A conference is to take place in Perth, Western Australia, on November 1st for which key players on London"s Alternative Investment Market (AIM) will be flying out to give the pros and cons. Seems they are a bit tougher than the Aussie rugby league boys. The major sponsors will be WH Ireland, the UK brokers who will be listing Gympie Gold on AIM next month and have Consolidated Broken Hill and Consolidated Minerals up their sleeves for early next year. They are working with Capital Group, a well known PR/IR outfit in Australia which has recently opened a London office under the extrovert Leesa Peters, formerly with Ludgate Communications.
The programme for the day looks pretty hectic, but should provide Aussie companies keen to know more about AIM with most of the answers they need. It kicks off with an introductory talk by Terri -Helen Gaynor of Capital Group and then Professor Ian Plimer takes over to chair the rest of the day. Ian is Professor of Geology at Melbourne Univerisity and a director of Consolidated Broken Hill, a company which would have listed on AIM by now but has been distracted by its decision to bid for Pasminco"s assets at Broken Hill in tandem with Clough Engineering.

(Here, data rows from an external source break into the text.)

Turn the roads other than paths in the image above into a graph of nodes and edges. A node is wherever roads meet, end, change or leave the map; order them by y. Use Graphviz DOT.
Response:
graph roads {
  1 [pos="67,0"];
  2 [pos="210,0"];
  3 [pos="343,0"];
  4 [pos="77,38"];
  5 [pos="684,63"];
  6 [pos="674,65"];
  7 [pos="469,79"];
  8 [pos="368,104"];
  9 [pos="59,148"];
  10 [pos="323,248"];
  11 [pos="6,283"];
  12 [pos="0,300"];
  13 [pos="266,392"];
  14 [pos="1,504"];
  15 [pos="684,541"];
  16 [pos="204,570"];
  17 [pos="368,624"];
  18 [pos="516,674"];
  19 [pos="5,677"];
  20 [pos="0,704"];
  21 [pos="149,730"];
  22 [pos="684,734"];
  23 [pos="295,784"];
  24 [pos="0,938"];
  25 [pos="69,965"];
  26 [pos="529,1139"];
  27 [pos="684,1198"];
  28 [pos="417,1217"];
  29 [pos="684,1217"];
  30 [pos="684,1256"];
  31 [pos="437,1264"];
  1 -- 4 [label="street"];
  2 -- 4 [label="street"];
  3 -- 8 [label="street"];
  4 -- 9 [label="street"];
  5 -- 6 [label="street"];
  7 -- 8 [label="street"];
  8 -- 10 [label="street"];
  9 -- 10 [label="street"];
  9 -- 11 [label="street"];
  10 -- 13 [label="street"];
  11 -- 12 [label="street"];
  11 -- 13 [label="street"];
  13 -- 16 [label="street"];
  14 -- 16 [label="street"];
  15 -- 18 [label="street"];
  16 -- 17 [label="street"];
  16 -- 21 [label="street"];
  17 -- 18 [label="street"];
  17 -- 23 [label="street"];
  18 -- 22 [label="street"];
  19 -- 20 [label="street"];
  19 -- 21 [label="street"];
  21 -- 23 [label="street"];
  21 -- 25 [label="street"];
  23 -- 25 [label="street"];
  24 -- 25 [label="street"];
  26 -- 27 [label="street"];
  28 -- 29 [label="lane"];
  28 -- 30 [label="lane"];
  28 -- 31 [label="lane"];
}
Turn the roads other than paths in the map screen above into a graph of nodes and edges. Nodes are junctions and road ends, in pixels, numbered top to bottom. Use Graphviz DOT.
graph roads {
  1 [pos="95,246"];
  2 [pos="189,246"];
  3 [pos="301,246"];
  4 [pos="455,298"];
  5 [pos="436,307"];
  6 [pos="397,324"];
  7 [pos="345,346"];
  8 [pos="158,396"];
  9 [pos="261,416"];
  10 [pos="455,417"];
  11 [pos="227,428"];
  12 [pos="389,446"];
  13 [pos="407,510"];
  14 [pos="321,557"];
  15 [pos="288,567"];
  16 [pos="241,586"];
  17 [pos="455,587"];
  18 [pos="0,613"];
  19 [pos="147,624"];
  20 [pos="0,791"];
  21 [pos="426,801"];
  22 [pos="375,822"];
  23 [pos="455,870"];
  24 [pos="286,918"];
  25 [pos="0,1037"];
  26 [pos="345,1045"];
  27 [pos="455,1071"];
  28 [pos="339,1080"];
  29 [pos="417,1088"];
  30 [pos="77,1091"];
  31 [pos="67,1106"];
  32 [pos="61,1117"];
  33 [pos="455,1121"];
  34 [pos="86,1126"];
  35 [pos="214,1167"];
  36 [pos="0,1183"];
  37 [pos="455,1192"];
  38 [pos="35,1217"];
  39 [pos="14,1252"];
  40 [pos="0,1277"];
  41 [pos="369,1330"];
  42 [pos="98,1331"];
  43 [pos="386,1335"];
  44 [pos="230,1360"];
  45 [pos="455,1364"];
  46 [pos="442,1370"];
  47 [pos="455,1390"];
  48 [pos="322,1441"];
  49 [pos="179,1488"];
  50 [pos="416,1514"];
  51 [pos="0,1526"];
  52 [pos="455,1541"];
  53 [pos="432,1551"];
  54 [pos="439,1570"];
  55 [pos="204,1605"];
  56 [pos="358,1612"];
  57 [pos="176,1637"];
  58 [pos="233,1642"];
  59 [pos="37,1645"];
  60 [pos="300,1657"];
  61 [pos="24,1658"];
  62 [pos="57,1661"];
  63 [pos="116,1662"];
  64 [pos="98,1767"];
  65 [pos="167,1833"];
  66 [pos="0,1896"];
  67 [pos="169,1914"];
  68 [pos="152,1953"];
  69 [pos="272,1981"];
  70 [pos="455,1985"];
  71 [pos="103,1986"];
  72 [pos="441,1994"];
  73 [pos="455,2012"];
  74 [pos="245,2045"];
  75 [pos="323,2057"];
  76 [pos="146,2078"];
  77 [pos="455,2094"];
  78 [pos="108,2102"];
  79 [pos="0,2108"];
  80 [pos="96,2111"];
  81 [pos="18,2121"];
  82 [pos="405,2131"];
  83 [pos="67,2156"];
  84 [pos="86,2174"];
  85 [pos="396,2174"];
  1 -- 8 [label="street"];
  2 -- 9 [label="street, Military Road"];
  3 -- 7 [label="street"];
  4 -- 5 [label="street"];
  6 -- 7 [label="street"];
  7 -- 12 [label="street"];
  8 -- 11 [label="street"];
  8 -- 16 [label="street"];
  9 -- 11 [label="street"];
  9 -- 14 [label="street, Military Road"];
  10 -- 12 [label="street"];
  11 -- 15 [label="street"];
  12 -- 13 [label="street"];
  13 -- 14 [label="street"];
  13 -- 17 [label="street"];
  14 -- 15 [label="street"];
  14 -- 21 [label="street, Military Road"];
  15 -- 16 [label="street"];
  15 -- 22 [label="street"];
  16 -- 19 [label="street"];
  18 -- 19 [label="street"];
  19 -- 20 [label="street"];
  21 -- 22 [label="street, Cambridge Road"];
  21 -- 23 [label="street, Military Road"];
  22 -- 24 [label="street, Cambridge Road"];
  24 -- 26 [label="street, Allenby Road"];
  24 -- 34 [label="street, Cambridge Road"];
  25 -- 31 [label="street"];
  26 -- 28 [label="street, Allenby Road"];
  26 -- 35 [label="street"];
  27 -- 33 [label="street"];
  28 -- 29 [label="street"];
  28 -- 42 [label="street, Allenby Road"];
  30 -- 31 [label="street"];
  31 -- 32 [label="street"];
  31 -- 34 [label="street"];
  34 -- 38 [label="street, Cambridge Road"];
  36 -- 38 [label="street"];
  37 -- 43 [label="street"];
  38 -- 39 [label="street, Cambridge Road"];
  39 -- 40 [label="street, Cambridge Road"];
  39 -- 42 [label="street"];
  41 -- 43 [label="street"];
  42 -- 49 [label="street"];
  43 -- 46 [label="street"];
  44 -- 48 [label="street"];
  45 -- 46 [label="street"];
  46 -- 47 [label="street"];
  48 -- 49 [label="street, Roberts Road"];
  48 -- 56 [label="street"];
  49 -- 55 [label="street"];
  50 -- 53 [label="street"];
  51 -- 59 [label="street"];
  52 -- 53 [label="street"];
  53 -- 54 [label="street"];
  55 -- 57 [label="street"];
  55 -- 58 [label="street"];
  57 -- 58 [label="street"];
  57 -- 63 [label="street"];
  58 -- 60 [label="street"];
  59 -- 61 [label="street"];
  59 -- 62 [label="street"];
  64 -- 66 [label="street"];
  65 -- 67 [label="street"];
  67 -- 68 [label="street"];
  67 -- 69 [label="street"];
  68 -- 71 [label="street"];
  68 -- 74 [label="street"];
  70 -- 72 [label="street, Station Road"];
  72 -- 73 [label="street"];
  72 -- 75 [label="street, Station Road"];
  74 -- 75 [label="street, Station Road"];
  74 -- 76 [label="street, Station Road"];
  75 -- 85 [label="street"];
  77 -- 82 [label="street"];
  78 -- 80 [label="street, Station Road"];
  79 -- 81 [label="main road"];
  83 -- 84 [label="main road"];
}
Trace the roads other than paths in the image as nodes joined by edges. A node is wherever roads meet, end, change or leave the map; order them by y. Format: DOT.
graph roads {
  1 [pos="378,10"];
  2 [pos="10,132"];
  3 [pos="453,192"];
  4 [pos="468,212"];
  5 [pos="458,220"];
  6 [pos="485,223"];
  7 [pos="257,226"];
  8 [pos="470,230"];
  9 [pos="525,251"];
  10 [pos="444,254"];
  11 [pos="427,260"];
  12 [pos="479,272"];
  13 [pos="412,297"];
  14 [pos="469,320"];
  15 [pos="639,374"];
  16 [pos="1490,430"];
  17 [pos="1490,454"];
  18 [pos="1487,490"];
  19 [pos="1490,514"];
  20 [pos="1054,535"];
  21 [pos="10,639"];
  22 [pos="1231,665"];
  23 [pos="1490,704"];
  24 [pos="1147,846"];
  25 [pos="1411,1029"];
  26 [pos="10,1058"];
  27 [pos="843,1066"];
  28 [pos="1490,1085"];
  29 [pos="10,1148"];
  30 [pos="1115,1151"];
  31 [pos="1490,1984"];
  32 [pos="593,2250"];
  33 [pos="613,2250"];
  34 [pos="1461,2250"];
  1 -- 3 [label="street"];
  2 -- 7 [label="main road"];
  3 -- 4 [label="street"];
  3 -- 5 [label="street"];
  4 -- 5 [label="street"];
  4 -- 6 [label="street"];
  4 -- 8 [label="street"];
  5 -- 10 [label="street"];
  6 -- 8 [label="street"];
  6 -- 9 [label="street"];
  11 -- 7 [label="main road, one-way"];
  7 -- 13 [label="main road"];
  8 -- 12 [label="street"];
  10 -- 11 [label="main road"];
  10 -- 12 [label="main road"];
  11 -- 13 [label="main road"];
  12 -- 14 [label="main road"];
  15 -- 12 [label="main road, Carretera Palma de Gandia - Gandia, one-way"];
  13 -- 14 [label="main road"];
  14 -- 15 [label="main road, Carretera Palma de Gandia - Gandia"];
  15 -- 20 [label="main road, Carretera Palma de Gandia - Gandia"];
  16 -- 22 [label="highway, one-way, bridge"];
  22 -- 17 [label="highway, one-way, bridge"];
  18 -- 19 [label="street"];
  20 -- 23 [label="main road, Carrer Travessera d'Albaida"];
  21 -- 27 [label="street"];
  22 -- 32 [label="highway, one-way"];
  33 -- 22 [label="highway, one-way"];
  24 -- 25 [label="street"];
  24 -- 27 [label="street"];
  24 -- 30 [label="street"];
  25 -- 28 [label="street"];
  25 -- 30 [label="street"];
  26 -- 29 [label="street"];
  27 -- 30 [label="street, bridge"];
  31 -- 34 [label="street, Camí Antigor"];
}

The first speaker would have been Simon Brickles from the AIM department of the London Stock Exchange. Unfortunately he is too busy to make the trip and all his minions seem pretty busy too. However David Youngman of WH Ireland will be giving a talk on the role of the NOMAD (Nominated Adviser) and the AIM broker. These roles are split in order to boost the level of surveillance and compliance in a market that is a bit less regulated than a full listing in London.
Two lawyers, Roger Davies of the Australian firm Blake Dawson Waldron and Andrew Wright of Fox Brooks Marshall in the UK then discuss and answer questions about the legal aspects of an AIM listing for a full forty minutes until coffee time. Doubtless they will have much of interest to say from the point of view of both the northern and southern hemisphere and the subject is vital to a potential AIM candidate. But coffee will probably come not a moment too soon as lawyers are rarely amusing speakers. And they will be followed by Gavin Buckingham, a partner in Andersen, explaining the role of the reporting accountants in the AIM admission process.
The space between coffee and lunch will be filled by Tony Shearer and Leesa Peters. Shearer used to be with Old Mutual International , the South African finance house which took over two London brokers, Albert E. Sharp and Greig Middleton. Tony is now a UK fund investment consultant which must be closely akin to an investor relations specialist. Anyway he will be telling the audience what UK institutions look for in AIM investments. This should be pretty interesting stuff as it will help companies to fashion their presentations to fit the bill. Leesa will then round off the mornings proceedings by analysing the separate roles of the UK financial public relations investors, brokers"s analysts and the media and how they impinge on the life of an AIM candidate.
The afternoon session will start with Clive Donner, who manages Rothschilds Golden Arrow Fund in Australia, giving the Australian investment perspective. By this, presumably, is meant what Aussie investors think of companies with a dual listing on the ASX and on AIM. This will be very interesting in the light of the arbitrage which often seems to exist between the two prices and of which London brokers Williams de Broe took full advantage when Aquarius Platinum listed on AIM a couple of years ago. Minews has often commented that there is good money to be made in the period between an Australian company deciding to list on AIM and when it actually does so, but we all now operate in more uncertain times.
John Morris, the managing director of Gold Mines of Sardinia will then talk about his experiences in managing a company which was the first to obtain a dual listing on AIM. That was some time ago and the move made obvious sense as Sardinia is in the northern hemisphere and thus outside the radar screens of Australian investors. Only now, however, is it really being taken seriously in London following the major new gold discovery at Monte Ollestadu in the east of the island. This has tipped the balance so much that GMS is now moving its domicile to London. John will be followed by Alan Stein of Fusion Oil which had a slightly difficult birth in London, but is now going well. His talk is entitled "Good guys, bad guys and how to spot them". Doubtless he will give some fascinating insights. We cover his company on Oil-Barrel.com so presumably qualify as good guys.
Delegates will be able to mull over his experiences with a coffee before Paul Atherley rounds off the afternoon. Paul brought Murchison United, the Tasmanian tin miner, to London very successfully, but in recent months has been involved in prolonged negotiations to buy Rio Tinto"s share of the Neves Corvo mine in Portugal.. Hopefully this will be concluded soon and if the Portuguese Government gives the go-ahead before November 1st he will have a fascinating story to tell. The conference should certainly help a number of Australian companies to make up their minds about an AIM listing It makes a lot of sense for those with, or seeking, projects outside Australia. And it helps the raise the profile if accompanied by a fund raising.